Residents spend time outdoors at a facility for people with mental and physical disabilities in the village of Tavriiske, Ukraine, Wednesday, May 11, 2022.Francisco Seco/Copyright 2022 The AP. All rights reserved

‘If you just give the money to the institution, it will further segregate them’

Most of the disabled people living in institutionalised care have families that could care for them with the right support, according to Kurylo.

“A lot of money has come into institutions, while families of children with disabilities, who are in communities, live on the verge of poverty because of the war,” Kurylo said. “They have no access to services, no access to medication… they are invisible and nobody supports them.”

Redirecting money from institutions into homes could allow for people with disabilities to live in safer environments with individualised care in the long term.
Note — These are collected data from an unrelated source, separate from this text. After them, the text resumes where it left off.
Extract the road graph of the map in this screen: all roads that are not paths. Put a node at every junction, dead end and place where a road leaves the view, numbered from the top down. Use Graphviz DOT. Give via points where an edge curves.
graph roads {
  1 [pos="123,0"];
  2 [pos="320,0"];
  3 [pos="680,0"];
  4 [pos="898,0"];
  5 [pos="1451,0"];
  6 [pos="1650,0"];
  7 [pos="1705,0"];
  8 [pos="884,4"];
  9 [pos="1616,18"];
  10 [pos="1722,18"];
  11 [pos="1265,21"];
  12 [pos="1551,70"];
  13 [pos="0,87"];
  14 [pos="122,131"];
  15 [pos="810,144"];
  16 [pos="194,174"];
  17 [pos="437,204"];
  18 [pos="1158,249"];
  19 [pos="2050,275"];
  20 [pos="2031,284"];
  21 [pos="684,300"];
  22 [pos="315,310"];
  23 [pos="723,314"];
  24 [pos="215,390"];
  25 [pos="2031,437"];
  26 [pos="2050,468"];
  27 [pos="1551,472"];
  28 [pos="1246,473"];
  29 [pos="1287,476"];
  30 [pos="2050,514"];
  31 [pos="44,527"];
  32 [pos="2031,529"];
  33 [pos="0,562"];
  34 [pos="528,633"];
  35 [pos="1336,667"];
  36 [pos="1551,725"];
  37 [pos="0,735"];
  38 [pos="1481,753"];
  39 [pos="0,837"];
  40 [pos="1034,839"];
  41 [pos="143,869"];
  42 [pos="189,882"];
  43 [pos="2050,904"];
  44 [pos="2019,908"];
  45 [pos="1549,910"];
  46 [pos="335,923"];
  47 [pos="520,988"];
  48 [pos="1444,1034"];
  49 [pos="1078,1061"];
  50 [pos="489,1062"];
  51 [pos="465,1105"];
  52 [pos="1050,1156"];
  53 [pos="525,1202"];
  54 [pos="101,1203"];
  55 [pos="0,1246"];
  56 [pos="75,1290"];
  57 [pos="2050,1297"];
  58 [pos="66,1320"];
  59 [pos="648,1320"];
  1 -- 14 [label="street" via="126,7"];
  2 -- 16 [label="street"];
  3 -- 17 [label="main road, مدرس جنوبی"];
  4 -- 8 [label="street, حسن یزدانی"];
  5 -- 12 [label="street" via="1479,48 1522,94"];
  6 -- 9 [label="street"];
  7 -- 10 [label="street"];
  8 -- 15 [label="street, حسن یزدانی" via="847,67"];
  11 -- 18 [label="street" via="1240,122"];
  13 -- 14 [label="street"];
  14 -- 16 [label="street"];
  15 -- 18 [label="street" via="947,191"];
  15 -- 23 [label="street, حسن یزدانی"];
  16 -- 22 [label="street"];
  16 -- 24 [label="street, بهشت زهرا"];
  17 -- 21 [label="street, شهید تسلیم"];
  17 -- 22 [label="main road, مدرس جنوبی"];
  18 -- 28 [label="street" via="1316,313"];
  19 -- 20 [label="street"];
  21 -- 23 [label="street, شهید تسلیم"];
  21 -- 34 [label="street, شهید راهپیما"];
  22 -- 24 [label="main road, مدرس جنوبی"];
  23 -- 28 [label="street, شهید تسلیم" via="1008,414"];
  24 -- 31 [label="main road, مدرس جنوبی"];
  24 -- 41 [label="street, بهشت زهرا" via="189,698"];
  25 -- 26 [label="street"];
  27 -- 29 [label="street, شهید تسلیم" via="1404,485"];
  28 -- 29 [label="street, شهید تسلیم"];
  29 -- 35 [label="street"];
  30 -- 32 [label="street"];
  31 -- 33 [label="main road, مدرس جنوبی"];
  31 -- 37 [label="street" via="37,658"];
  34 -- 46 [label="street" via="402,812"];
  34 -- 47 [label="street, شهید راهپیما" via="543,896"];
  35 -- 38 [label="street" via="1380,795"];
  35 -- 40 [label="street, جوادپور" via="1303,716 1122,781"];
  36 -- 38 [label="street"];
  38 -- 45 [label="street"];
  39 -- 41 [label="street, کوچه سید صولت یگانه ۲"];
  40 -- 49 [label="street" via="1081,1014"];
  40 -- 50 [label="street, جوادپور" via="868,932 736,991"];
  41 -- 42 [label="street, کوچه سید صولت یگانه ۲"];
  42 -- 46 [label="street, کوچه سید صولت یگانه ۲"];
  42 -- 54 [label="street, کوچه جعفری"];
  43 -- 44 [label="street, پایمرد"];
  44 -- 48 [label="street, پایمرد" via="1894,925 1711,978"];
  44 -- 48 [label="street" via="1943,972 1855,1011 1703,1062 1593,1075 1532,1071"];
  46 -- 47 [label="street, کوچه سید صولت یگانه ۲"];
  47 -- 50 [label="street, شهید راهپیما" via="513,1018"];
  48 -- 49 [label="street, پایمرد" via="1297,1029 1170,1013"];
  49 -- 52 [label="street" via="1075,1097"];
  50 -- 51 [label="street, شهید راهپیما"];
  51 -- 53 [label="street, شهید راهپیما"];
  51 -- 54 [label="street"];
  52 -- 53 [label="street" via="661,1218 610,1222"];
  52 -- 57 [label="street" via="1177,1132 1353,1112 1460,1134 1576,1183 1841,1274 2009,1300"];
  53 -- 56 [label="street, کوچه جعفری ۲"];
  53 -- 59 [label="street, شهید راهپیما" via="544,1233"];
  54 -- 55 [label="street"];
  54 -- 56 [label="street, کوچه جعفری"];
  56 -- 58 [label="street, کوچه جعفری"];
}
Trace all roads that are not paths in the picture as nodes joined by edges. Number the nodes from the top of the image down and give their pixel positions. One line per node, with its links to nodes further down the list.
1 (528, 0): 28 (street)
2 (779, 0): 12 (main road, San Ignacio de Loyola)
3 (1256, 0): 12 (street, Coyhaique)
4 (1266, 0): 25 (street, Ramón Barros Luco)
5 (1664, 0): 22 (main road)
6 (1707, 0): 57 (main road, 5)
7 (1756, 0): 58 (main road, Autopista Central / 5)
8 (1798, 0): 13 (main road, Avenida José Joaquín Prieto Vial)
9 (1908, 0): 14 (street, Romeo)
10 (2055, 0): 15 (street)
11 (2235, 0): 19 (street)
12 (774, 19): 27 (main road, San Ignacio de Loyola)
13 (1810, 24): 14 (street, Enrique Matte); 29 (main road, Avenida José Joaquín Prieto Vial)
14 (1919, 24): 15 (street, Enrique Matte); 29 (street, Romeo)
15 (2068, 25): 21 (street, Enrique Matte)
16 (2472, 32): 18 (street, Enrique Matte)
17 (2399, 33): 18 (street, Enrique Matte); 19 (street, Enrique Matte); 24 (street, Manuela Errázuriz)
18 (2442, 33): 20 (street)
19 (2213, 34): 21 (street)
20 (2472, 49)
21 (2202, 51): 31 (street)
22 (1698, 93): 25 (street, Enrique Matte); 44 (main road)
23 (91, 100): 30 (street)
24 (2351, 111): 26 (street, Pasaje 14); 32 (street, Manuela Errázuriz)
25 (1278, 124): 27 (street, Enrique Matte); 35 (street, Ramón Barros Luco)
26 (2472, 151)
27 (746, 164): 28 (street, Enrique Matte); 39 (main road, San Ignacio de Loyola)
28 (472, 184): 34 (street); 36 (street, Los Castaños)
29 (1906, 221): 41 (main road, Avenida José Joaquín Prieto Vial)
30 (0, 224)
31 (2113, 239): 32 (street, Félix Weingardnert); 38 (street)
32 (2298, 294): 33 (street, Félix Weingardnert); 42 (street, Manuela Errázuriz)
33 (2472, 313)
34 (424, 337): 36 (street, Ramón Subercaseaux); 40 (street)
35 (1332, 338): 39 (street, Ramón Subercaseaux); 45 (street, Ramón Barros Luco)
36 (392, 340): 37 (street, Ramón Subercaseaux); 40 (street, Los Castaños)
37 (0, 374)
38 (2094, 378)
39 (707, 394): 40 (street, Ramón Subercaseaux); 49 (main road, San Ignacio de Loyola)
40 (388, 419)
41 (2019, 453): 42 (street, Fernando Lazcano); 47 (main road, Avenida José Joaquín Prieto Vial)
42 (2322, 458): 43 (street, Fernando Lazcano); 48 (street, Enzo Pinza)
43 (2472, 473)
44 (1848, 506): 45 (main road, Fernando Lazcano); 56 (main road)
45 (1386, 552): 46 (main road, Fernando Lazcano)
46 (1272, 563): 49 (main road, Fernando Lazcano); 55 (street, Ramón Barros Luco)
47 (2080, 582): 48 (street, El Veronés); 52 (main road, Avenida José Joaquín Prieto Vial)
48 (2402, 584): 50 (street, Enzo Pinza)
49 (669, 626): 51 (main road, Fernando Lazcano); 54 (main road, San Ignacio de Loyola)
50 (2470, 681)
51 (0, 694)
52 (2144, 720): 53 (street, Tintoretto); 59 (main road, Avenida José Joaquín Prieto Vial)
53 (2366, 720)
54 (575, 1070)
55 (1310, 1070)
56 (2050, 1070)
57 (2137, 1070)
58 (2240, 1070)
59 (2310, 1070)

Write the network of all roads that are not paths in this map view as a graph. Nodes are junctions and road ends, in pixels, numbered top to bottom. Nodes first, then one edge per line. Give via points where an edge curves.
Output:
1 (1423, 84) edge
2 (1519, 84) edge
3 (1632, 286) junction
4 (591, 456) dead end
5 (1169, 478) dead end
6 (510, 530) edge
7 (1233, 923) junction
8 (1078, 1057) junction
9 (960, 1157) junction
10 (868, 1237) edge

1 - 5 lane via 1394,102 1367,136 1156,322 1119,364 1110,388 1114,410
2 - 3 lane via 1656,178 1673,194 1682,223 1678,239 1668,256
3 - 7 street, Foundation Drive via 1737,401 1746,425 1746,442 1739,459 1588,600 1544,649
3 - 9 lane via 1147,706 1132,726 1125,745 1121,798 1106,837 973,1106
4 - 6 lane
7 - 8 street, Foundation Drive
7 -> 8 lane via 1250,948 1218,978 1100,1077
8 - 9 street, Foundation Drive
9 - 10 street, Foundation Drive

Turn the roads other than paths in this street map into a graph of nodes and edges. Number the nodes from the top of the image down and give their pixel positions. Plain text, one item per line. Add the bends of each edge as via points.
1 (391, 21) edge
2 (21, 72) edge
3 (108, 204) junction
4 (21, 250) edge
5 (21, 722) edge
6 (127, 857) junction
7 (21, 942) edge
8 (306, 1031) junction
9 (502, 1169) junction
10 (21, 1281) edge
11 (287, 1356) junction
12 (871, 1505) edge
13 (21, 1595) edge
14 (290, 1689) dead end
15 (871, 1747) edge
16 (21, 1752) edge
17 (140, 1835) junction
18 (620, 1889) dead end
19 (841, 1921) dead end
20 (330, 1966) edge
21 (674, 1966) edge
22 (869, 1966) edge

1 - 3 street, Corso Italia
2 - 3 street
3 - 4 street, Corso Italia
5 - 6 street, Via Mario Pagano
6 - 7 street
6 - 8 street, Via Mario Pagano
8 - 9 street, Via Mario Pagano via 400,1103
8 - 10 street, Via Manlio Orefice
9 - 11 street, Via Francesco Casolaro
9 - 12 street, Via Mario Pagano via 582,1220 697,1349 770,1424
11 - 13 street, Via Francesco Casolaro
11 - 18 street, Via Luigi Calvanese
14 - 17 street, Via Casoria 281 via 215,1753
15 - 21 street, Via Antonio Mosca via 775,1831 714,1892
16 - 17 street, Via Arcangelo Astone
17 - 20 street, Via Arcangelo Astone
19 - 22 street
“There has to be attention on supporting families of children with disabilities, together with thinking about how we take our children who are in danger of these institutions out step by step, creating individual plans to have them in the community,” Kurylo said. “Otherwise, we’ll emerge from this war with strengths in the custodial system.”

Plans and detailed recommendations have already been drafted and shared with international organisations and the Ukrainian government.

“Reform only happens when there is pressure to reform,” Rosenthal said. “It’s easy to forget children with disabilities… it’s cheaper to keep kids with families, but during a transition, it requires an investment of new resources to create new programmes.”

“We have bright minds on the international level,” Kurylo said. “We have to put them together and think of other solutions. No compromises.”